■ What to work on
Go through the listing and return every line with "เขาตาโล" in it.
--- Exercise material ---
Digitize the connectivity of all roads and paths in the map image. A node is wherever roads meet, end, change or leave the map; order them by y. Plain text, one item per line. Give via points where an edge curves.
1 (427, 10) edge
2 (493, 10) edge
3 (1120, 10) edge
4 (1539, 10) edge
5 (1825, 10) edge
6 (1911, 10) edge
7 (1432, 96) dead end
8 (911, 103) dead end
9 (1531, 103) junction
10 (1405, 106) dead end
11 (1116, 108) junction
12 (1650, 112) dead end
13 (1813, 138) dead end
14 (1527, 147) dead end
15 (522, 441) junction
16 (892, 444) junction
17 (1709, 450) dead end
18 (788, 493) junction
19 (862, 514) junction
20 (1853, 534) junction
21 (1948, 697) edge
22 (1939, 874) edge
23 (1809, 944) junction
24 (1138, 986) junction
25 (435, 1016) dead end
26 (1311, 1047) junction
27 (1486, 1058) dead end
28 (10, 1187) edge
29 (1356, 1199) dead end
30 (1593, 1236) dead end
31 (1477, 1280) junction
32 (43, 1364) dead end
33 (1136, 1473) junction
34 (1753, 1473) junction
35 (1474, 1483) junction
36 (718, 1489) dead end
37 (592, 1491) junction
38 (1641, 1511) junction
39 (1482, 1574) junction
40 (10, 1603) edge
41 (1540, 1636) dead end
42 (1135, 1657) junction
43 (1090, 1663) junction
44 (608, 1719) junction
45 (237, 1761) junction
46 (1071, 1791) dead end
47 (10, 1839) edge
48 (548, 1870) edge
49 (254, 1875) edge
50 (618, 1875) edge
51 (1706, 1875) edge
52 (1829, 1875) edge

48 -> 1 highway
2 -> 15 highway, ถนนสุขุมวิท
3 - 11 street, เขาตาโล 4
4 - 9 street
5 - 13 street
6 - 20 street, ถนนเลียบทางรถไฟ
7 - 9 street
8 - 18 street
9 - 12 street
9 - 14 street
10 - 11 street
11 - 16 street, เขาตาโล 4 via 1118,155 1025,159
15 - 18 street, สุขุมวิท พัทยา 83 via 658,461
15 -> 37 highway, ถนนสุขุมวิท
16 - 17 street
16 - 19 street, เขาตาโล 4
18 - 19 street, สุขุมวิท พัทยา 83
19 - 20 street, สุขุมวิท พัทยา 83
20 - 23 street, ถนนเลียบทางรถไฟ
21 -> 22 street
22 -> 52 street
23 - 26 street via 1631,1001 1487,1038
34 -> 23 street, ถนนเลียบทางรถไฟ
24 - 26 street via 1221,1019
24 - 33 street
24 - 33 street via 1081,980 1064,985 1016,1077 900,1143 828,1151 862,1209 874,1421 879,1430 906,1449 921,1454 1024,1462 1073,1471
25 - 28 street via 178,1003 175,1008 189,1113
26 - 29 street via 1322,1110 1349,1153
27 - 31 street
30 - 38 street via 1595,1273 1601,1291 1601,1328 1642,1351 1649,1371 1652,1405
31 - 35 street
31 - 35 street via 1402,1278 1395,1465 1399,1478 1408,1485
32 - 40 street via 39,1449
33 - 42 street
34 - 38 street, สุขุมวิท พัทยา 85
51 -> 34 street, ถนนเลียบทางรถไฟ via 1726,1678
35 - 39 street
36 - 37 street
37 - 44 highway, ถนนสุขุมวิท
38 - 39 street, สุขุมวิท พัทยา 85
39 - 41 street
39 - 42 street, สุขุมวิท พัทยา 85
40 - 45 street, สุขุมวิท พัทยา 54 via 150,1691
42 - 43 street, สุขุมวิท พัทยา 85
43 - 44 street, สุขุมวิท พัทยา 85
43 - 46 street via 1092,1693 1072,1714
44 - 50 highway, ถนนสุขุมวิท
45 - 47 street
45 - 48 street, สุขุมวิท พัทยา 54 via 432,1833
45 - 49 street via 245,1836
---
■ Solution
3 - 11 street, เขาตาโล 4
11 - 16 street, เขาตาโล 4 via 1118,155 1025,159
16 - 19 street, เขาตาโล 4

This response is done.